Aconteceu que, nas comemorações da vitória contra a Espanha o Mané Garrincha acertou-se, dormiu com Elza Soares, a cantora que fazia um excursão no Chile e por quem Garrincha apaixonou-se, caiu de amores e a quem prometeu o título e a taça. A partir de então só deu Mané. 
Endiabrou-se, fez gol de falta, de cabeça, de canhota, como nunca se tinha visto, além dos dribles e desmantelos costumeiros pela direita. Ganhamos bem da Inglaterra, do Chile e, na final, da Tchecoslováquia, levantando o bi, com o gênio das pernas tortas, o nosso Chaplin brilhando. Foi a Copa de Mané, que seria expulso pela primeira e única vez na carreira ao revidar um pontapé de um chileno e que jogou com 38/39 graus de febre a final, em razão de uma gripe e a garganta afetada. 
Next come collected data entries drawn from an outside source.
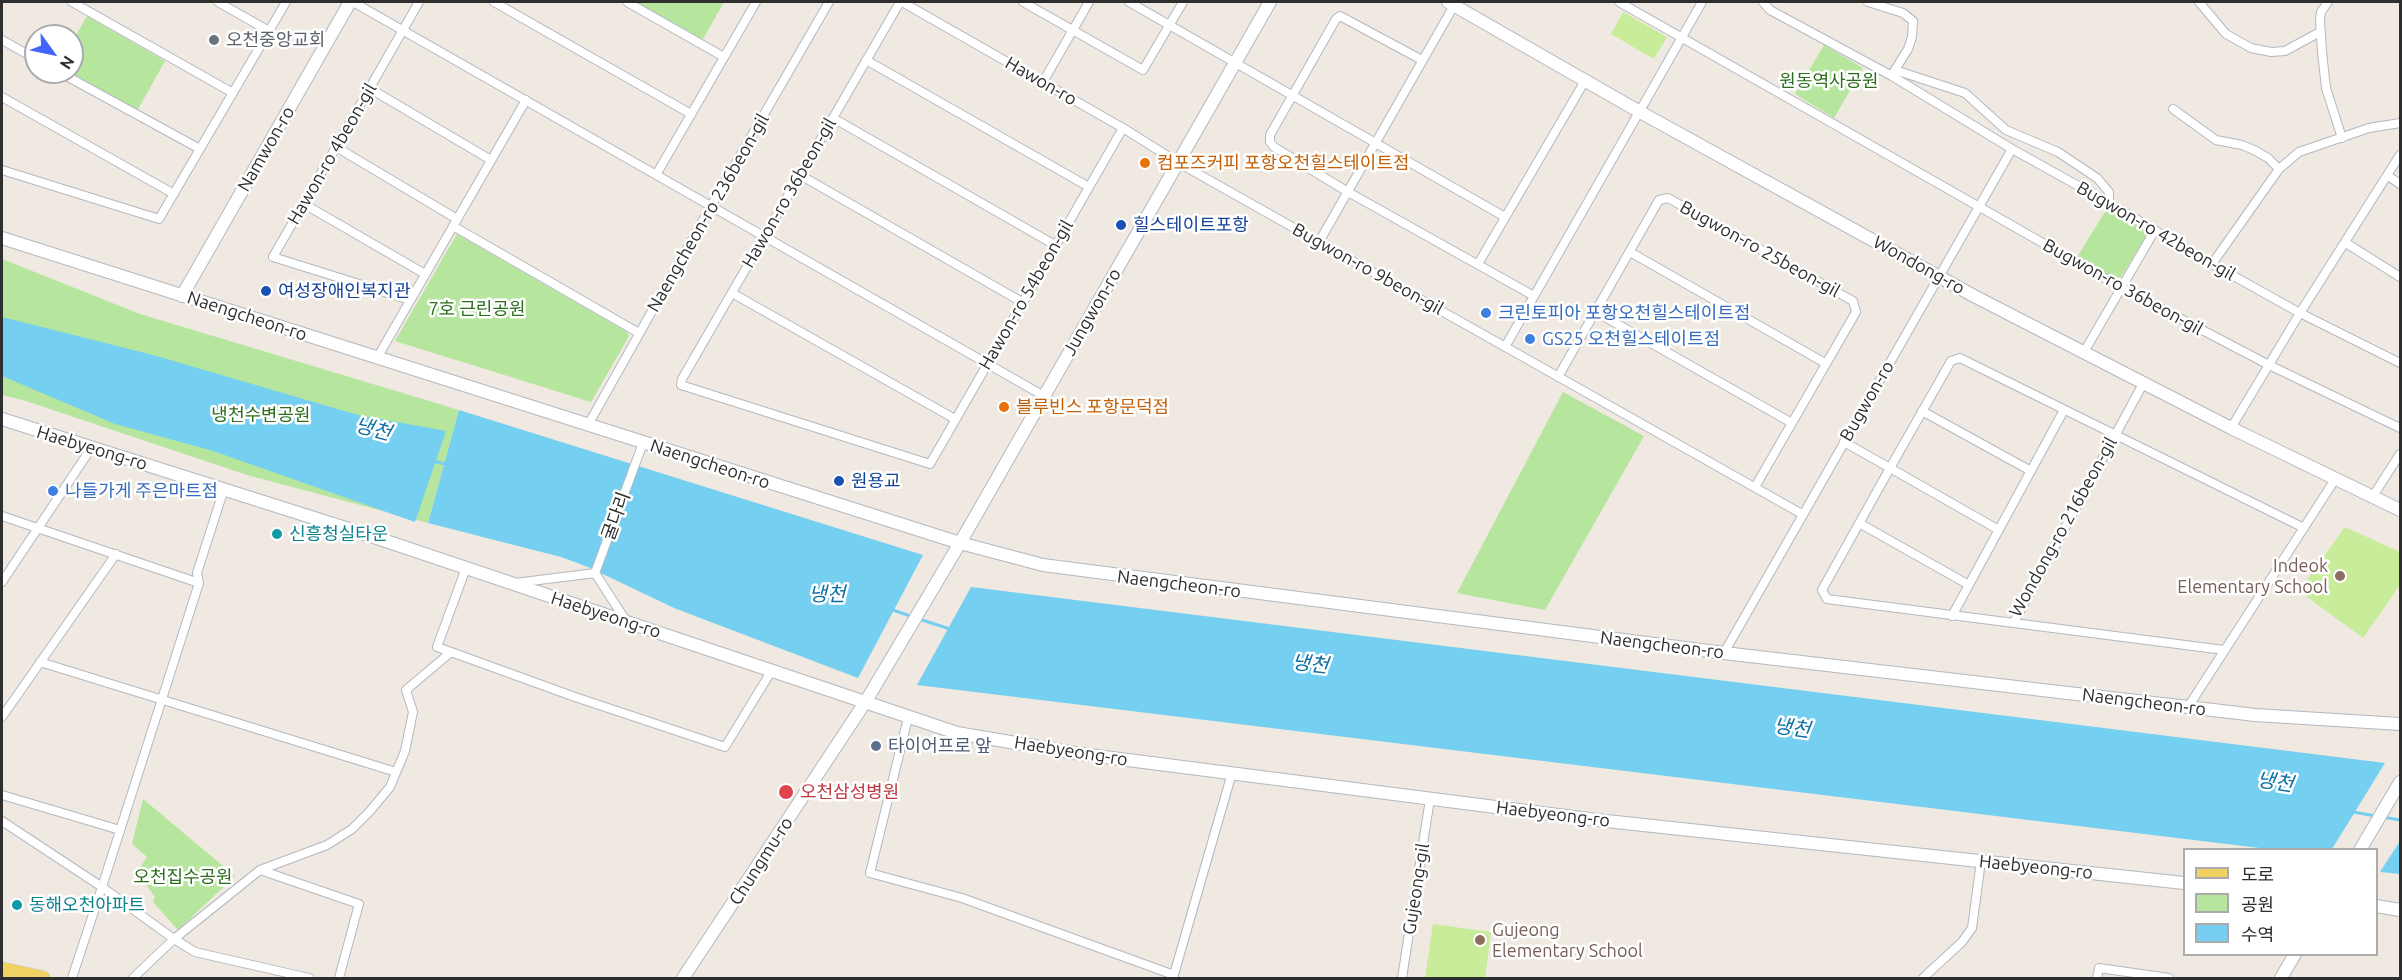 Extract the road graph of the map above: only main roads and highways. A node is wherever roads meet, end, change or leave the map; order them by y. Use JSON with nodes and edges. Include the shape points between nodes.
{"nodes":[{"id":1,"x":2,"y":969,"type":"edge"},
{"id":2,"x":44,"y":978,"type":"edge"}],
"edges":[{"from":1,"to":2,"type":"main road"}]} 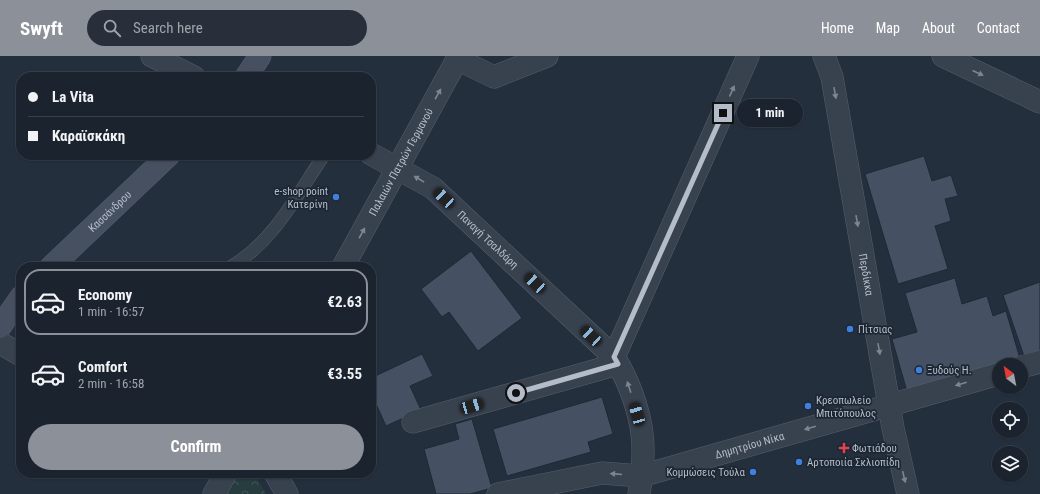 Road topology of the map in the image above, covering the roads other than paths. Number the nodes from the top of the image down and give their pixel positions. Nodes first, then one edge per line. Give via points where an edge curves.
1 (152, 56) edge
2 (260, 56) edge
3 (547, 56) edge
4 (748, 56) edge
5 (824, 56) edge
6 (942, 56) edge
7 (458, 58) edge
8 (184, 72) edge
9 (249, 72) edge
10 (1040, 102) edge
11 (376, 157) edge
12 (164, 160) edge
13 (321, 160) edge
14 (398, 168) junction
15 (56, 262) edge
16 (239, 262) edge
17 (346, 262) edge
18 (16, 304) edge
19 (0, 327) edge
20 (0, 343) edge
21 (16, 352) edge
22 (616, 361) junction
23 (1040, 362) edge
24 (1028, 365) edge
25 (992, 376) edge
26 (889, 405) junction
27 (413, 422) dead end
28 (223, 478) edge
29 (278, 478) edge
30 (640, 485) edge
31 (214, 494) edge
32 (286, 494) edge
33 (498, 494) edge
34 (908, 494) edge

1 - 8 street
2 - 9 main road
3 - 7 street via 494,77
22 -> 4 street
5 -> 26 street, Περδίκκα via 832,77
6 -> 10 street
14 -> 7 street, Παλαιών Πατρών Γερμανού
11 - 14 street, Παναγή Τσαλδάρη
12 - 15 main road, Κασσάνδρου
13 - 16 lane via 268,237
17 -> 14 street, Παλαιών Πατρών Γερμανού
22 -> 14 street, Παναγή Τσαλδάρη via 433,188
18 - 19 main road
20 - 21 street
22 - 27 street
30 -> 22 street, Παναγή Τσαλδάρη via 643,454 641,429 628,383
23 - 24 street
25 -> 26 street, Δημητρίου Νίκα
26 -> 30 street, Δημητρίου Νίκα
26 -> 34 street, Περδίκκα
28 - 31 street
29 - 32 street
30 -> 33 street, Δημητρίου Νίκα via 602,473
A sua união com Elza Soares, belísisma nos seus 25 anos, causou um furor de preconceitos no país inteiro, em função de Garrincha ser casado e pai de sete filhas com a esposa que vivia em Pau Grande (RJ). Imagina, ele um descendente direto de índios fulniôs e ela uma negra assumidíssima, saída do miserê dos morros cariocas. Ela cantora e ele um jogador de bola chegado a uma cachacinha. Nem a conquista da Copa valeu de perdão pra o casal. 

Como se vê, não é de agora que o Brasil desconhece o Brasil.